Re-TASK: Revisiting LLM tasks from capability, skill, and knowledge perspectives

📝 Paper Summary

Prompt Engineering Chain-of-Thought Reasoning Domain-Specific LLM Adaptation

Re-TASK improves LLM reasoning by decomposing tasks into capability items (knowledge and skills) derived from Bloom’s Taxonomy and injecting specific demonstrations for each via in-context learning.

Core Problem

Standard Chain-of-Thought (CoT) fails on domain-specific tasks because LLMs lack necessary domain knowledge or the specific skills to apply that knowledge effectively during subtask decomposition and execution.

Why it matters:

LLMs struggle with complex reasoning in specialized fields like law and finance despite general capability improvements
Existing retrieval methods (RAG) inject knowledge but often fail to teach the model *how* to apply that knowledge (skill adaptation)
Failures in CoT decomposition lead to compounding errors where models cannot execute generated subtasks

Concrete Example: In a legal sentencing task, a standard CoT model might fail to predict a sentence because it lacks the specific sentencing guidelines (knowledge) or cannot map the victim's injury severity to the guideline criteria (skill).
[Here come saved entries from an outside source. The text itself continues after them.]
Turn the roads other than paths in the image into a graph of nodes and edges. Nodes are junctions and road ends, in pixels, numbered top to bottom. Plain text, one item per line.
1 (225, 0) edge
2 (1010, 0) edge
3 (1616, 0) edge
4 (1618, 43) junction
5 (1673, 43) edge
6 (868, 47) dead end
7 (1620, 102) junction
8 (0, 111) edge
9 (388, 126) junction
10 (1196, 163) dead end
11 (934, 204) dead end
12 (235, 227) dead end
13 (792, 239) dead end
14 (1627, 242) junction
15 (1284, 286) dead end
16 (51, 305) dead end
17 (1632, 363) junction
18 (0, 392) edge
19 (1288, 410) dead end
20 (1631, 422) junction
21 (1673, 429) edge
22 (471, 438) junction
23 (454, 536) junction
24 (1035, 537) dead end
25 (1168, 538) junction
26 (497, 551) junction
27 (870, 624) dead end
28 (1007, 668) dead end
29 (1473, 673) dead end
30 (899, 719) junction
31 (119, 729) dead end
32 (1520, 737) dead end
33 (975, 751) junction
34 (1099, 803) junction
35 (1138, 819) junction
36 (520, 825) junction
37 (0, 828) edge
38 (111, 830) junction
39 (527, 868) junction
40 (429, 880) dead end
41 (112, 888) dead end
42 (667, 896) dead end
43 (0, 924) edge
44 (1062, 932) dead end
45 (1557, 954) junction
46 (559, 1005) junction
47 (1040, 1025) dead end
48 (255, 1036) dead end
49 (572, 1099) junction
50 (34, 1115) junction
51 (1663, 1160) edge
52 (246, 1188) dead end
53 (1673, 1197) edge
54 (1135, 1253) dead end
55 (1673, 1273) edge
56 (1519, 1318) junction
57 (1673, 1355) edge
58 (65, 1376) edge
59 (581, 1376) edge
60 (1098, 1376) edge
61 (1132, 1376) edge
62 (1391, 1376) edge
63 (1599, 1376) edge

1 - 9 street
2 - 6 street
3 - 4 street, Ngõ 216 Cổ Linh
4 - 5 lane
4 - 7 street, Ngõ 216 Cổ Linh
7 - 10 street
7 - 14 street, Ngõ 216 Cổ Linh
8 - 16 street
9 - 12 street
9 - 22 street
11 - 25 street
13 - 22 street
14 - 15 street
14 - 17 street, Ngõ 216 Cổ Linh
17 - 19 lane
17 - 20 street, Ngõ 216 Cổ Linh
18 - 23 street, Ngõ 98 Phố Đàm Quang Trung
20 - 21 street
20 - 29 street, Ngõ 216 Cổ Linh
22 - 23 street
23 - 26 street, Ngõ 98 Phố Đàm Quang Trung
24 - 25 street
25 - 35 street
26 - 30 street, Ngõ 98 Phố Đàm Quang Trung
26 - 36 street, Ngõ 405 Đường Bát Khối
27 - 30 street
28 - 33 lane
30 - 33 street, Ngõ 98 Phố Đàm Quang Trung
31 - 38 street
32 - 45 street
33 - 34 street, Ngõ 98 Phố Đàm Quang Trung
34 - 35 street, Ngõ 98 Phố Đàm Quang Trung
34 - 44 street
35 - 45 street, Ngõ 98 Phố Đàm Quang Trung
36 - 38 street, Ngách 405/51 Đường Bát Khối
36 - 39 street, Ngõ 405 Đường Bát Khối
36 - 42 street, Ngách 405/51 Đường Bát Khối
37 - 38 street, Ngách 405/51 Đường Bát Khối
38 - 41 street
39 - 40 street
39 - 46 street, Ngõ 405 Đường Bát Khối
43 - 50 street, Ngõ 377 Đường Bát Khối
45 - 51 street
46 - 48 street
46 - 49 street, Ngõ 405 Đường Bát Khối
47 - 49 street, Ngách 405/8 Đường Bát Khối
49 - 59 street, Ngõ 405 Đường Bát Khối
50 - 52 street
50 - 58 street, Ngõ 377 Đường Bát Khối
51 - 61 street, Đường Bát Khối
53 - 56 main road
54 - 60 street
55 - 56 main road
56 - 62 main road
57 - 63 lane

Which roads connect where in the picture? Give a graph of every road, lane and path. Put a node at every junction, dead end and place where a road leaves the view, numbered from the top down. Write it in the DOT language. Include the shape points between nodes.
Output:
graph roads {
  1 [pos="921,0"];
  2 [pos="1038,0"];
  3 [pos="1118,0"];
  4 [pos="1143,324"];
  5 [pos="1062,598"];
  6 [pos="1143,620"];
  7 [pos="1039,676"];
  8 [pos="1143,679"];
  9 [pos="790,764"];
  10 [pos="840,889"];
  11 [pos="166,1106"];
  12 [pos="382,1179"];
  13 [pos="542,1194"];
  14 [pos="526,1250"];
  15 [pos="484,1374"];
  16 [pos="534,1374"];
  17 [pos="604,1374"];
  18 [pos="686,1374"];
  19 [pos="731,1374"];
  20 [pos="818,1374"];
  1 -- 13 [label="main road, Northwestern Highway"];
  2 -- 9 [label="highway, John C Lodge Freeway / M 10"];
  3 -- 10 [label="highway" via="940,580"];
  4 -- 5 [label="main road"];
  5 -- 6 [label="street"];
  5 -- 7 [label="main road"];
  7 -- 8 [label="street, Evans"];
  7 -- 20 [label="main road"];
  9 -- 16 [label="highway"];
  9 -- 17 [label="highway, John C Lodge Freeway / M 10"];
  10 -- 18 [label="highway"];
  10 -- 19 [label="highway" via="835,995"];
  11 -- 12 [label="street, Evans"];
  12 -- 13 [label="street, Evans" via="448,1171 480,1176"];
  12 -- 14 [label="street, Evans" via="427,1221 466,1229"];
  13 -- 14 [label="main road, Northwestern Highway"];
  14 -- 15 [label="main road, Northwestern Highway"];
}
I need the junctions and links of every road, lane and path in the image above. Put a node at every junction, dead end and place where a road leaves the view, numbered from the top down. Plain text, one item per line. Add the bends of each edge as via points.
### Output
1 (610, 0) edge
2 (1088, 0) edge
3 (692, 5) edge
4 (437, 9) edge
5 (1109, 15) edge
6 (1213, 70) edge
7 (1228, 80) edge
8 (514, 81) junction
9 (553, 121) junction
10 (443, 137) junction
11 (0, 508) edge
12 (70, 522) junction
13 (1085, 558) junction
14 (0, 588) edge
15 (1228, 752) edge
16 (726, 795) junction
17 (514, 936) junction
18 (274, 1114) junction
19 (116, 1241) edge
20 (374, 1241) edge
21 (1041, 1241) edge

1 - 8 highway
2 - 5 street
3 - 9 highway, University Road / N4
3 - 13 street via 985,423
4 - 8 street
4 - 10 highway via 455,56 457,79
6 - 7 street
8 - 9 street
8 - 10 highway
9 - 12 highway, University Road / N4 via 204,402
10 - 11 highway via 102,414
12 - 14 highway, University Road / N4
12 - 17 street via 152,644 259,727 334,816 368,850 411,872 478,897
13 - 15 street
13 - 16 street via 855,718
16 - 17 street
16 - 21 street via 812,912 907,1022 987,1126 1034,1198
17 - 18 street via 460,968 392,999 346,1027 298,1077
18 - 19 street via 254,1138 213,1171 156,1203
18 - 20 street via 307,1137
Re-TASK explicitly injects the guideline knowledge and a demonstration of injury assessment before asking for the final sentence.

Key Novelty

Chain-of-Learning (CoL) via Educational Theory Integration

Re-models LLM tasks using Bloom's Taxonomy and Knowledge Space Theory, viewing tasks as a dependency chain of 'capability items' (specific pairs of knowledge + skills)
Treats knowledge not just as context but as a 'capability item' (recalling) that must be followed by skill adaptation items (understanding/applying) in the prompt
Constructs prompts that explicitly sequence these capability demonstrations—retrieving knowledge first, then demonstrating its application—before the model attempts the target task

Architecture

Comparison between Standard CoT and the Re-TASK Framework. Panel (a) shows CoT failing due to lack of capability. Panel (b) shows Re-TASK decomposing the task into Capability Items (Knowledge & Skill). Panel (c) shows the dependency graph of these items.

Evaluation Highlights

+45.00% improvement on legal tasks using Yi-1.5-9B compared to standard prompting baselines
+24.50% improvement on legal tasks using Llama3-Chinese-8B
Significant gains across diverse domains (finance, law, STEM) and multiple languages (Chinese, English), validating the framework's generality

Breakthrough Assessment

7/10

Strong empirical gains in domain-specific tasks by formalizing prompt engineering through educational theory. While primarily a prompting strategy rather than a new architecture, it offers a systematic alternative to standard CoT.

⚙️ Technical Details

Problem Definition

Setting: Enhancing Large Language Model performance on complex, domain-specific reasoning tasks via prompting

Inputs: Task instruction I, input x, and optional context ctx

Outputs: Output y, where T(ctx; I; x) = y

Pipeline Flow

Task Analysis (Decompose task into subtasks/capabilities)
Capability Item Identification (Knowledge Retrieval → Conceptual Understanding → Procedural Application)
Prompt Construction (Order demonstrations sequentially)
Inference (LLM generates solution)

System Modules

Capability Identifier

Identify necessary knowledge (K) and skills (S) for the task based on Bloom's Taxonomy

Model or implementation: N/A (Conceptual step/Human design)

Prompt Constructor

Arrange capability items into a 'Chain-of-Learning' sequence within the context

Model or implementation: N/A (Algorithmic/Heuristic)

LLM Inference

Generate the final response using the constructed context

Model or implementation: Various open-source LLMs (Yi-1.5, Llama3-Chinese, etc.)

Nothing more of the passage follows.